Some argued that he was too oblivious to, or purposely ignored, obstacles such as a lack of access to capital and basic resistance to the presence of black entrepreneurs. His willingness to negotiate, even compromise, to overcome these obstacles brought strong criticism on him and his doctrines.

Nonetheless, as early as 1895, Washington had speaking engagements in New Bedford churches such as United Pilgrim Methodist Church and the New Bedford Unitarian Church. The college he founded, the Tuskegee Institute in Tuskegee, Ala., received philosophical and financial support from wealthy philanthropist Warren Delano III, a nephew of Franklin D. Roosevelt and resident of Fairhaven, Mass., just across the Acushnet River from New Bedford. In spite of criticism and debate over his philosophy, Washington continued his campaign and expanded his political clout and close ties to American presidents.

In addition to Washington, Du Bois, a born and bred Massachusetts resident, was also making a name for himself as a candid, often opinionated intellectual with academic credentials that included Fisk and Harvard universities, as well as extended study at the University of Berlin and the University of Paris.

Like Jourdain, Du Bois was one of the “original twenty-nine” organizers who met in Niagara Falls, Canada, in 1905. He frequented Jourdain’s Arnold Street residence and was known to draft speeches, position papers and essays during visits. From 1905 to 1909, Du Bois and others agonized, debated and positioned themselves in this tumultuous political climate. These Niagarities vowed to resolve everything from monies to support their efforts to the various policy issues and political philosophies of one another.

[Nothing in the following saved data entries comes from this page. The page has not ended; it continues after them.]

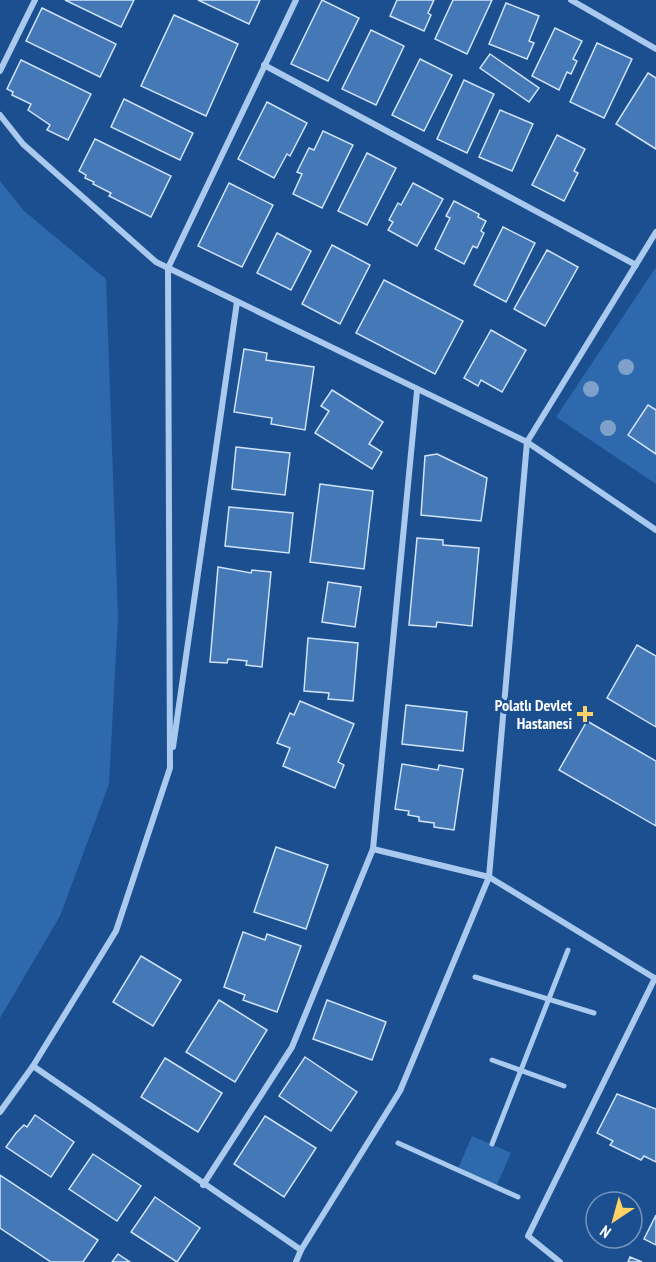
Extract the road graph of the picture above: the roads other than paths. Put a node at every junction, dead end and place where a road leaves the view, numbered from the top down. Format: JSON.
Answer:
{"nodes":[{"id":1,"x":35,"y":0,"type":"edge"},
{"id":2,"x":296,"y":0,"type":"edge"},
{"id":3,"x":571,"y":0,"type":"edge"},
{"id":4,"x":656,"y":49,"type":"edge"},
{"id":5,"x":264,"y":65,"type":"junction"},
{"id":6,"x":0,"y":72,"type":"edge"},
{"id":7,"x":0,"y":115,"type":"edge"},
{"id":8,"x":656,"y":232,"type":"edge"},
{"id":9,"x":636,"y":265,"type":"junction"},
{"id":10,"x":168,"y":268,"type":"junction"},
{"id":11,"x":237,"y":302,"type":"junction"},
{"id":12,"x":417,"y":391,"type":"junction"},
{"id":13,"x":527,"y":442,"type":"junction"},
{"id":14,"x":656,"y":530,"type":"edge"},
{"id":15,"x":170,"y":768,"type":"junction"},
{"id":16,"x":373,"y":849,"type":"junction"},
{"id":17,"x":489,"y":877,"type":"junction"},
{"id":18,"x":567,"y":950,"type":"dead end"},
{"id":19,"x":475,"y":977,"type":"dead end"},
{"id":20,"x":655,"y":979,"type":"edge"},
{"id":21,"x":548,"y":999,"type":"junction"},
{"id":22,"x":594,"y":1013,"type":"dead end"},
{"id":23,"x":492,"y":1060,"type":"dead end"},
{"id":24,"x":33,"y":1066,"type":"junction"},
{"id":25,"x":521,"y":1070,"type":"junction"},
{"id":26,"x":564,"y":1086,"type":"dead end"},
{"id":27,"x":0,"y":1112,"type":"edge"},
{"id":28,"x":398,"y":1143,"type":"dead end"},
{"id":29,"x":492,"y":1144,"type":"dead end"},
{"id":30,"x":203,"y":1185,"type":"junction"},
{"id":31,"x":518,"y":1197,"type":"dead end"},
{"id":32,"x":301,"y":1250,"type":"junction"},
{"id":33,"x":296,"y":1262,"type":"edge"},
{"id":34,"x":560,"y":1262,"type":"edge"}],
"edges":[{"from":1,"to":6,"type":"street"},
{"from":2,"to":5,"type":"street"},
{"from":3,"to":4,"type":"street"},
{"from":5,"to":9,"type":"street"},
{"from":5,"to":10,"type":"street"},
{"from":7,"to":10,"type":"street"},
{"from":8,"to":9,"type":"street"},
{"from":9,"to":13,"type":"street"},
{"from":10,"to":11,"type":"street"},
{"from":10,"to":15,"type":"street"},
{"from":11,"to":12,"type":"street"},
{"from":11,"to":15,"type":"street"},
{"from":12,"to":13,"type":"street"},
{"from":12,"to":16,"type":"street"},
{"from":13,"to":14,"type":"street"},
{"from":13,"to":17,"type":"street"},
{"from":15,"to":24,"type":"street"},
{"from":16,"to":17,"type":"street"},
{"from":16,"to":30,"type":"street"},
{"from":17,"to":20,"type":"street"},
{"from":17,"to":32,"type":"street"},
{"from":18,"to":21,"type":"street"},
{"from":19,"to":21,"type":"street"},
{"from":20,"to":34,"type":"street"},
{"from":21,"to":22,"type":"street"},
{"from":21,"to":25,"type":"street"},
{"from":23,"to":25,"type":"street"},
{"from":24,"to":27,"type":"street"},
{"from":24,"to":30,"type":"street"},
{"from":25,"to":26,"type":"street"},
{"from":25,"to":29,"type":"street"},
{"from":28,"to":31,"type":"street"},
{"from":30,"to":32,"type":"street"},
{"from":32,"to":33,"type":"street"}]}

The Niagara Movement was a forerunner to the National Association for the Advancement of Colored People (NAACP), which was founded in 1909. However, the NAACP was different from the Niagara Movement in that many of the NAACP’s charter members were wealthy, white philanthropists who sympathized with the plight of African Americans.

While some members of the Niagara Movement were unhappy with their presence and influence, others, like Du Bois, wanted to continue with the overriding mission for addressing inequality and eliminating barriers.

Du Bois rose quickly in the hierarchy of the NAACP, taking the position of editor of the organization’s newest publication, The Crisis magazine. He was later dubbed the father of the “Harlem Renaissance,” a period when black intellectuals, artists and writers dominated Harlem, N.Y.’s art, culture and entertainment. His “Talented Tenth” theory endorsed a reliance on the talents and education of what he had identified as the educated elite of black America; to this day, the theory causes vigorous debate among the black intelligentsia and academics.

Personal opinions and philosophies, no doubt, triggered criticism and heated discussion in these circles. Often in defense of themselves, these men wrote autobiographical pieces that revealed the experiences that made them who they were and explained why they adopted certain policies and opinions. Many of the “Boston Radicals” that frequented New Bedford and households such as Jourdain’s had diverse and sometimes complicated backgrounds.

Du Bois, for example, had a very personal connection to New Bedford. His grandfather, Alexander Du Bois, had been a resident of New Bedford since 1873. In a letter in 1883, Du Bois wrote his mother, who lived in Barrington, Mass., describing his first visit to New Bedford:

“I like it very much here and I am having a nice time. Last night Grandma and I took a walk up the street and visited with some of her friends … We are going on a picnic to Onset Point and on to Martha’s Vineyard to hear Miss Davis an elocutionist. I have not been to meet Mr. Freedmon’s but we will go next week ….”

From his 1921 book “Darkwater” through 1940’s “Dusk of Dawn,” Du Bois continued to write about his grandfather and New Bedford: “… cloaked under a stern, austere demeanor a passionate revolt against the world. He, too, was small, but squarish. I remember him as I saw him first, in his home in New Bedford — white hair close cropped; a seamed, hard face, but high in tone, with a gray eye that could twinkle or glare.”